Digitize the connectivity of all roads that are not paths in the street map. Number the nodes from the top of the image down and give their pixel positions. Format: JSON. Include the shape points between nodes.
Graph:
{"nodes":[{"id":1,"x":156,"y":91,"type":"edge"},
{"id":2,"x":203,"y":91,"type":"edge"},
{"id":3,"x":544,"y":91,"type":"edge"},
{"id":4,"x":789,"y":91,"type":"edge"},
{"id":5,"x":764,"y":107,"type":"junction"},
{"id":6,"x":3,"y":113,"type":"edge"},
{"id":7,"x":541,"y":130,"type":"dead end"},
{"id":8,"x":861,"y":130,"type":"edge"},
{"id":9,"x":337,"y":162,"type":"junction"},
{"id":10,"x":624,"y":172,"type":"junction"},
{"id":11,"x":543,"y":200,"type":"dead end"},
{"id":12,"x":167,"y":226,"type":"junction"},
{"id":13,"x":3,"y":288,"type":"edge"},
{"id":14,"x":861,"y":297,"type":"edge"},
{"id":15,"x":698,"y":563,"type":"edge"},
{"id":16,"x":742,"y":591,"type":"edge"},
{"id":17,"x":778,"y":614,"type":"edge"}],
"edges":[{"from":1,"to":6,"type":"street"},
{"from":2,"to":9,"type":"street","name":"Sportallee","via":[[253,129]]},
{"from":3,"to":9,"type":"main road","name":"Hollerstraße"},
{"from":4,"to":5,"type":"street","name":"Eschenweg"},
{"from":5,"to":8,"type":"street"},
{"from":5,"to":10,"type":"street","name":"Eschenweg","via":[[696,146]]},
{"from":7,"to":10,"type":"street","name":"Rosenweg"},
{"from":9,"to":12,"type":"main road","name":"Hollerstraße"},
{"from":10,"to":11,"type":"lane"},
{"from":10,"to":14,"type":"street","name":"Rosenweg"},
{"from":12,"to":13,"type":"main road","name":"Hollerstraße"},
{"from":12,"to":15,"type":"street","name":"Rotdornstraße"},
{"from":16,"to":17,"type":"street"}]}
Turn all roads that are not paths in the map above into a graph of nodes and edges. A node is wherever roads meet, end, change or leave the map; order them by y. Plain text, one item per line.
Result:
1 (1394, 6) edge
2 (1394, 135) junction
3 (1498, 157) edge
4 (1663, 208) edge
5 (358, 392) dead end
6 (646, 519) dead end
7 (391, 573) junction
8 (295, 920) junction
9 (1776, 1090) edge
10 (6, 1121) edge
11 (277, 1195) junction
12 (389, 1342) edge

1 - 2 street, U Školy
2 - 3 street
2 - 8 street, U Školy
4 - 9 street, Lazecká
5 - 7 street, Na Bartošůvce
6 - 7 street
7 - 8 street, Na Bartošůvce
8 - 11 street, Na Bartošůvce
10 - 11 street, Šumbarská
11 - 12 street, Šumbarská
━━━
[What is being asked] Transcribe each entry precisely, missing none.

[Your response]
Digitize the connectivity of all roads that are not paths in the street map. Number the nodes from the top of the image down and give their pixel positions. Format: JSON. Include the shape points between nodes.
Graph:
{"nodes":[{"id":1,"x":156,"y":91,"type":"edge"},
{"id":2,"x":203,"y":91,"type":"edge"},
{"id":3,"x":544,"y":91,"type":"edge"},
{"id":4,"x":789,"y":91,"type":"edge"},
{"id":5,"x":764,"y":107,"type":"junction"},
{"id":6,"x":3,"y":113,"type":"edge"},
{"id":7,"x":541,"y":130,"type":"dead end"},
{"id":8,"x":861,"y":130,"type":"edge"},
{"id":9,"x":337,"y":162,"type":"junction"},
{"id":10,"x":624,"y":172,"type":"junction"},
{"id":11,"x":543,"y":200,"type":"dead end"},
{"id":12,"x":167,"y":226,"type":"junction"},
{"id":13,"x":3,"y":288,"type":"edge"},
{"id":14,"x":861,"y":297,"type":"edge"},
{"id":15,"x":698,"y":563,"type":"edge"},
{"id":16,"x":742,"y":591,"type":"edge"},
{"id":17,"x":778,"y":614,"type":"edge"}],
"edges":[{"from":1,"to":6,"type":"street"},
{"from":2,"to":9,"type":"street","name":"Sportallee","via":[[253,129]]},
{"from":3,"to":9,"type":"main road","name":"Hollerstraße"},
{"from":4,"to":5,"type":"street","name":"Eschenweg"},
{"from":5,"to":8,"type":"street"},
{"from":5,"to":10,"type":"street","name":"Eschenweg","via":[[696,146]]},
{"from":7,"to":10,"type":"street","name":"Rosenweg"},
{"from":9,"to":12,"type":"main road","name":"Hollerstraße"},
{"from":10,"to":11,"type":"lane"},
{"from":10,"to":14,"type":"street","name":"Rosenweg"},
{"from":12,"to":13,"type":"main road","name":"Hollerstraße"},
{"from":12,"to":15,"type":"street","name":"Rotdornstraße"},
{"from":16,"to":17,"type":"street"}]}
Turn all roads that are not paths in the map above into a graph of nodes and edges. A node is wherever roads meet, end, change or leave the map; order them by y. Plain text, one item per line.
Result:
1 (1394, 6) edge
2 (1394, 135) junction
3 (1498, 157) edge
4 (1663, 208) edge
5 (358, 392) dead end
6 (646, 519) dead end
7 (391, 573) junction
8 (295, 920) junction
9 (1776, 1090) edge
10 (6, 1121) edge
11 (277, 1195) junction
12 (389, 1342) edge

1 - 2 street, U Školy
2 - 3 street
2 - 8 street, U Školy
4 - 9 street, Lazecká
5 - 7 street, Na Bartošůvce
6 - 7 street
7 - 8 street, Na Bartošůvce
8 - 11 street, Na Bartošůvce
10 - 11 street, Šumbarská
11 - 12 street, Šumbarská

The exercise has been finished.